To succeed or even to fail, of course, a foundation must have an intention. Scattergun donations neither succeed nor fail, as they have no goal. The community should expect goals or purposes, whatever they may be, of favoured members like the foundations. One can achieve more and different ends with concentrated resources than with random gifts. The community should expect value for these concentrations of money.
The clients of foundations can help. First, they can be demanding. When it goes to a foundation for funding, a client organization can offer accountability and insist it be accepted. The client can tell the foundation at the outset what it will be reporting and how often. It should let the foundation know that evaluation of effectiveness is important to both the client and the foundation. The client should communicate a frank and pithy summary of its work with the foundation, in person. The client should be in the foundation’s boardroom, and the foundation should be in the client’s boardroom. The client is a negotiator, not a supplicant, attempting to arrive at a deal that is good for both sides.
Like any good negotiator, the client should have a long-term perspective. The second way the client can help the foundation is, therefore, to insist on the long term, and ask for more than one year’s funding at a time. Everyone understands that situations change, that not everything works out. People with business backgrounds understand that more than most. But they also understand that without continuous planning, the chances of success are severely reduced. The client should go to the foundation for well-considered long-term funding.
Third, why waste time going to 1,000 donors for $100 each when you could go to 10 donors for $10,000 each? The difference is that big donations create significant and intimate relationships between foundations and those they fund, so both are better served. The projects are relieved of time-consuming and frustrating fund raising, in exchange for tougher accountability (yes, the grantees are accountable too). The foundations gain a knowledge of a particular area of work and they can be more confident of the effective use of their funds.

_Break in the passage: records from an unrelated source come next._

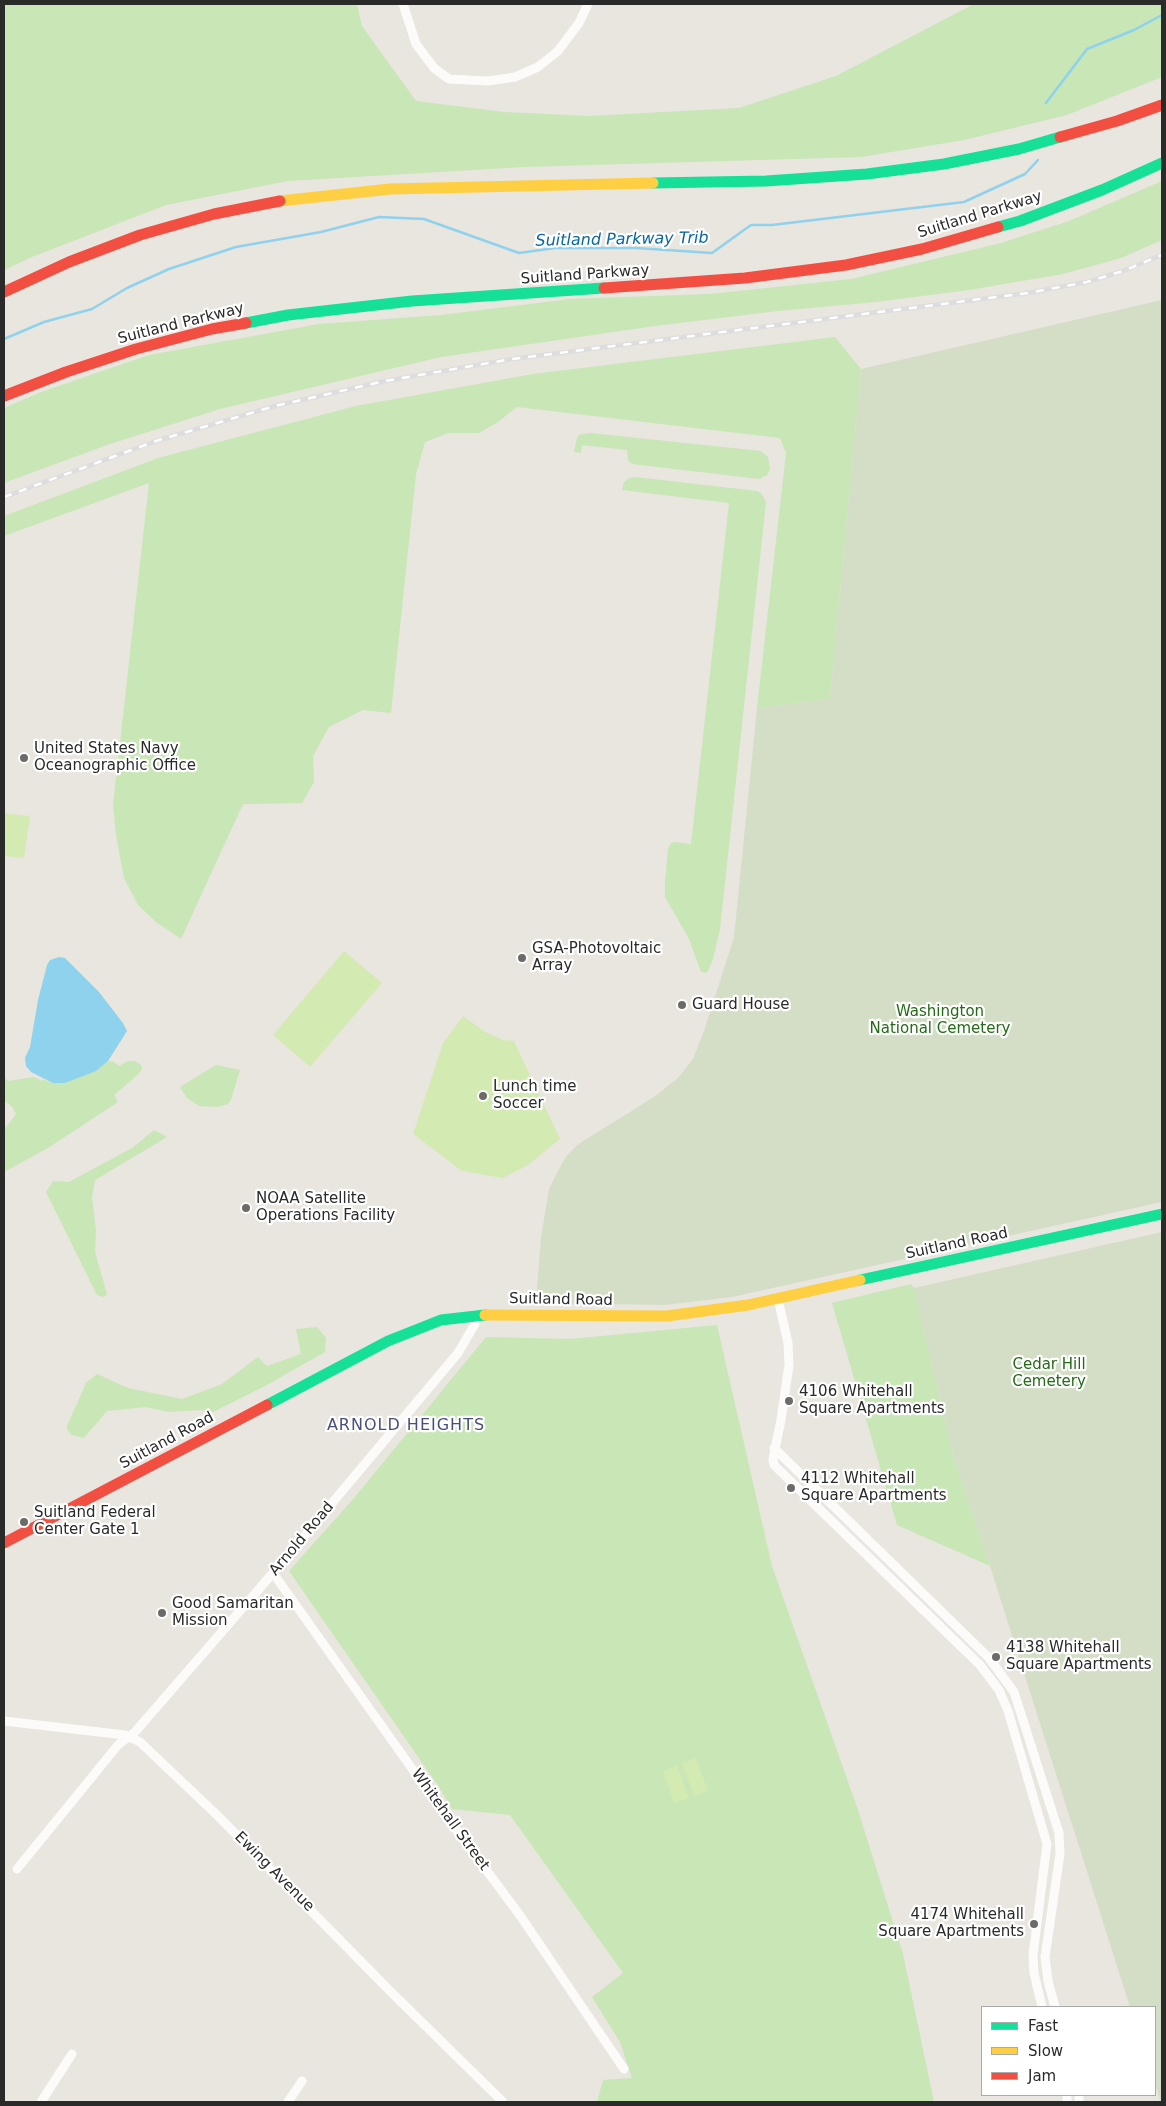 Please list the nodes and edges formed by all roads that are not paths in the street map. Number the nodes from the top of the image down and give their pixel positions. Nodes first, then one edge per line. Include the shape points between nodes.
1 (403, 4) edge
2 (588, 4) edge
3 (1162, 106) edge
4 (1162, 163) edge
5 (4, 292) edge
6 (4, 396) edge
7 (1162, 1214) edge
8 (778, 1299) junction
9 (474, 1315) junction
10 (774, 1448) junction
11 (4, 1543) edge
12 (273, 1573) junction
13 (4, 1721) edge
14 (130, 1738) junction
15 (17, 1869) dead end
16 (1042, 2006) edge
17 (1055, 2006) edge
18 (72, 2054) dead end
19 (624, 2069) dead end
20 (302, 2081) dead end
21 (41, 2102) edge
22 (288, 2102) edge
23 (503, 2102) edge

1 - 2 street via 416,44 434,68 449,79 488,81 514,77 538,67 558,51 579,23
3 - 5 main road via 1018,149 944,164 867,174 766,181 390,189 290,199 214,214 148,232 69,262
4 - 6 main road, Suitland Parkway via 1020,221 864,261 746,278 412,301 288,315 212,329 136,349
7 - 8 main road, Suitland Road
8 - 9 main road, Suitland Road via 667,1316
8 - 10 street via 788,1343 789,1365
9 - 11 main road, Suitland Road via 427,1325 388,1341
9 - 12 street, Arnold Road via 475,1324 458,1353
10 - 16 street via 774,1466 980,1665 1004,1700 1047,1844 1033,1955
10 - 17 street via 989,1658 1014,1692 1059,1833 1060,1854 1045,1957
12 - 14 street, Arnold Road
12 - 19 street, Whitehall Street via 519,1914
13 - 14 street, Ewing Avenue
14 - 15 street, Arnold Road via 118,1745
14 - 23 street, Ewing Avenue via 140,1742 194,1793
18 - 21 street
20 - 22 street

Foundations are evolving, and the stages of that evolution are not all clear. Many foundations still operate under notions of noblesse oblige and consider that their dispensation of charity is something for which others should be grateful. This attitude is becoming less tolerable to many Canadians. For them, society has progressed beyond such ideas, and many things which were once the province of charity are now seen as basic rights. Decent shelter, healthy food, the ability to read and write, a job that pays a wage a family can live on, and an environment uncontaminated by deadly toxins are now seen to be rights as fundamental as voting, religious freedom and the freedom of association.
As foundations evolve to embrace these new ideas, they can form partnerships with their clients for which they can be proud to account to their common public.